Updated on 2024-08-14 GMT+08:00

Examples

There are three scenarios:

  • Creating a labeling job for a specified dataset and labeling the dataset
  • Labeling a specified job
  • Creating a labeling job based on the output of the dataset creation phase

Creating a Labeling Job for a Specified Dataset and Labeling the Dataset

Scenarios:

  • You have created only one unlabeled dataset and need to label it when the workflow is running.
  • After a dataset is imported, the dataset needs to be labeled.
Data preparation: Create a dataset on the ModelArts console.
from modelarts import workflow as wf
# Use LabelingStep to create a labeling job for the input dataset and label it.

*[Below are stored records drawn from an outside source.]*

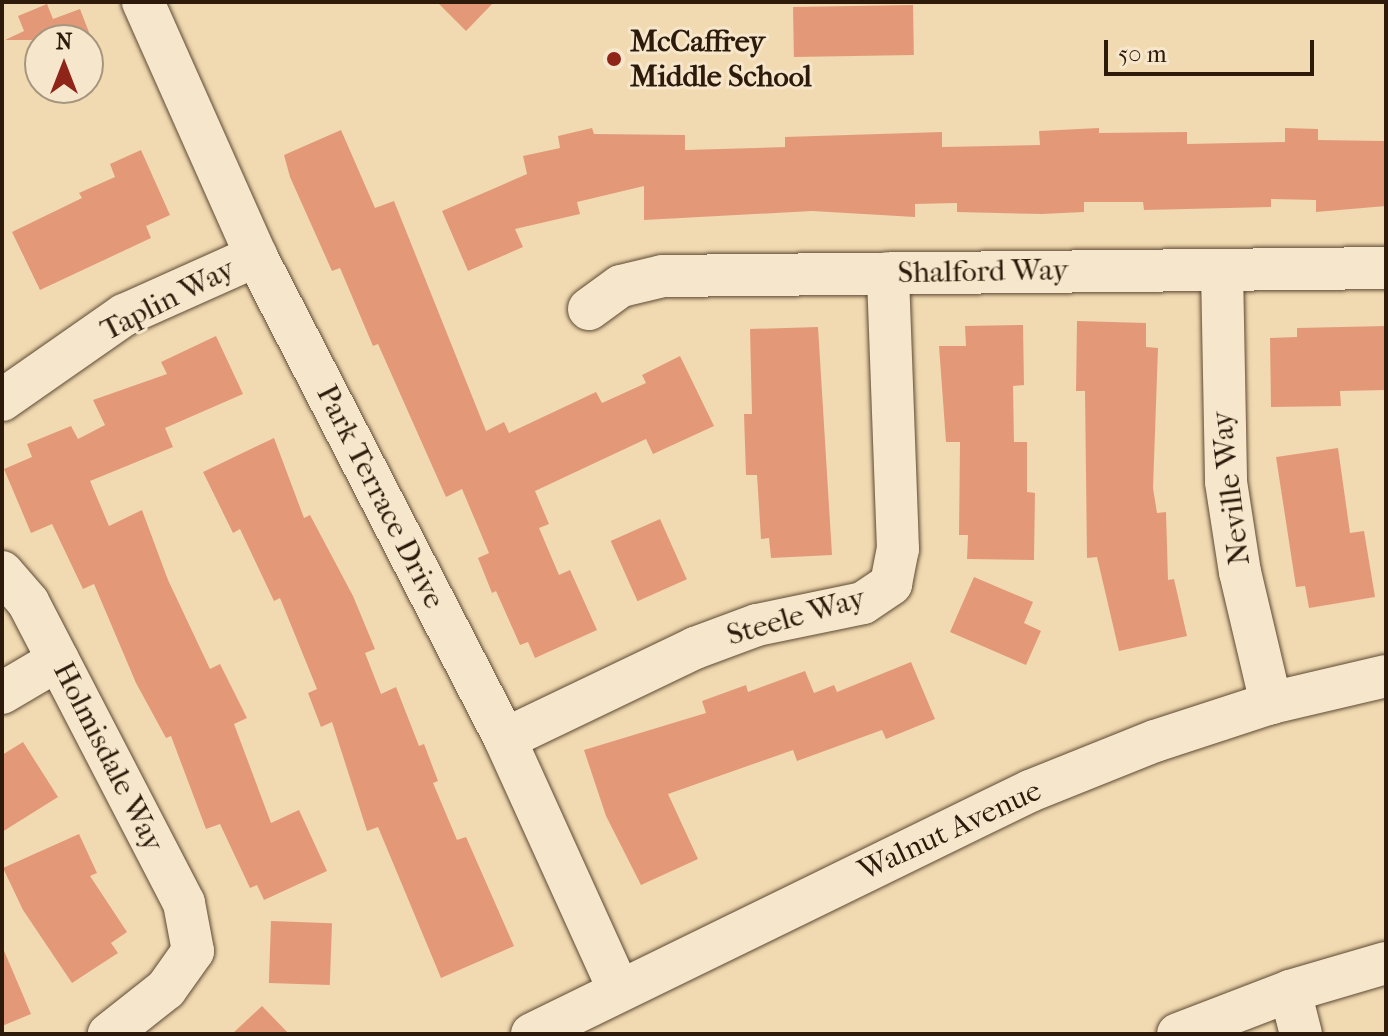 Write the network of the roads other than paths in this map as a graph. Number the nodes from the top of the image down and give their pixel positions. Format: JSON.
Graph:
{"nodes":[{"id":1,"x":143,"y":2,"type":"edge"},
{"id":2,"x":256,"y":256,"type":"junction"},
{"id":3,"x":1386,"y":268,"type":"edge"},
{"id":4,"x":1222,"y":270,"type":"junction"},
{"id":5,"x":888,"y":273,"type":"junction"},
{"id":6,"x":589,"y":309,"type":"dead end"},
{"id":7,"x":2,"y":400,"type":"edge"},
{"id":8,"x":2,"y":572,"type":"edge"},
{"id":9,"x":58,"y":660,"type":"junction"},
{"id":10,"x":1386,"y":676,"type":"edge"},
{"id":11,"x":2,"y":693,"type":"edge"},
{"id":12,"x":1271,"y":703,"type":"junction"},
{"id":13,"x":505,"y":739,"type":"junction"},
{"id":14,"x":1386,"y":963,"type":"edge"},
{"id":15,"x":619,"y":990,"type":"junction"},
{"id":16,"x":1290,"y":991,"type":"junction"},
{"id":17,"x":109,"y":1034,"type":"edge"},
{"id":18,"x":532,"y":1034,"type":"edge"},
{"id":19,"x":1178,"y":1034,"type":"edge"},
{"id":20,"x":1301,"y":1034,"type":"edge"}],
"edges":[{"from":1,"to":2,"type":"street","name":"Park Terrace Drive"},
{"from":2,"to":7,"type":"street","name":"Taplin Way"},
{"from":2,"to":13,"type":"street","name":"Park Terrace Drive"},
{"from":3,"to":4,"type":"street","name":"Shalford Way"},
{"from":4,"to":5,"type":"street","name":"Shalford Way"},
{"from":4,"to":12,"type":"street","name":"Neville Way"},
{"from":5,"to":6,"type":"street","name":"Shalford Way"},
{"from":5,"to":13,"type":"street","name":"Steele Way"},
{"from":8,"to":9,"type":"street","name":"Holmisdale Way"},
{"from":9,"to":11,"type":"street"},
{"from":9,"to":17,"type":"street","name":"Holmisdale Way"},
{"from":10,"to":12,"type":"street","name":"Walnut Avenue"},
{"from":12,"to":15,"type":"street","name":"Walnut Avenue"},
{"from":13,"to":15,"type":"street","name":"Park Terrace Drive"},
{"from":14,"to":16,"type":"street"},
{"from":15,"to":18,"type":"street","name":"Walnut Avenue"},
{"from":16,"to":19,"type":"street"},
{"from":16,"to":20,"type":"street"}]}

# Define the input dataset.
dataset = wf.data.DatasetPlaceholder(name="input_dataset")

# Define the name parameters of the labeling job.
task_name = wf.Placeholder(name="placeholder_name", placeholder_type=wf.PlaceholderType.STR)

labeling = wf.steps.LabelingStep(
    name="labeling", # Name of the labeling phase. The name contains a maximum of 64 characters, including only letters, digits, underscores (_), and hyphens (-). It must start with a letter and must be unique in a workflow.
    title="Dataset labeling", # Title, which defaults to the value of name
    properties=wf.steps.LabelTaskProperties(
        task_type=wf.data.LabelTaskTypeEnum.IMAGE_CLASSIFICATION,   # Labeling job type, for example, image classification
        task_name=task_name   # If the labeling job name does not exist, a job will be created using this name. If the labeling job name exists, the corresponding job will be used.
    ),
    inputs=wf.steps.LabelingInput(name="input_name", data=dataset), # LabelingStep inputs. The dataset object is configured when the workflow is running. You can also use wf.data.Dataset(dataset_name="fake_dataset_name") for the data field.
    outputs=wf.steps.LabelingOutput(name="output_name"), # LabelingStep outputs
)

workflow = wf.Workflow(
    name="labeling-step-demo",
    desc="this is a demo workflow",
    steps=[labeling]
)

Labeling a Specified Job

Scenarios:

  • You have created a labeling job and need to label it when the workflow is running.
  • After a dataset is imported, the dataset needs to be labeled.
Data preparation: Create a labeling job using a specified dataset on the ModelArts console.
from modelarts import workflow as wf
# Input a labeling job and label it.

# Define the labeling job of the dataset.
label_task = wf.data.LabelTaskPlaceholder(name="label_task_placeholder_name")

labeling = wf.steps.LabelingStep(
    name="labeling", # Name of the labeling phase. The name contains a maximum of 64 characters, including only letters, digits, underscores (_), and hyphens (-). It must start with a letter and must be unique in a workflow.
    title="Dataset labeling", # Title, which defaults to the value of name
    inputs=wf.steps.LabelingInput(name="input_name", data=label_task), # LabelingStep inputs. The labeling job object is configured when the workflow is running. You can also use wf.data.LabelTask(dataset_name="dataset_name", task_name="label_task_name") for the data field.
    outputs=wf.steps.LabelingOutput(name="output_name"), # LabelingStep outputs
)

workflow = wf.Workflow(
    name="labeling-step-demo",
    desc="this is a demo workflow",
    steps=[labeling]
)

Creating a Labeling Phase Based on the Dataset Creation Phase

Scenario: The outputs of the dataset creation phase are used as the inputs of the labeling phase.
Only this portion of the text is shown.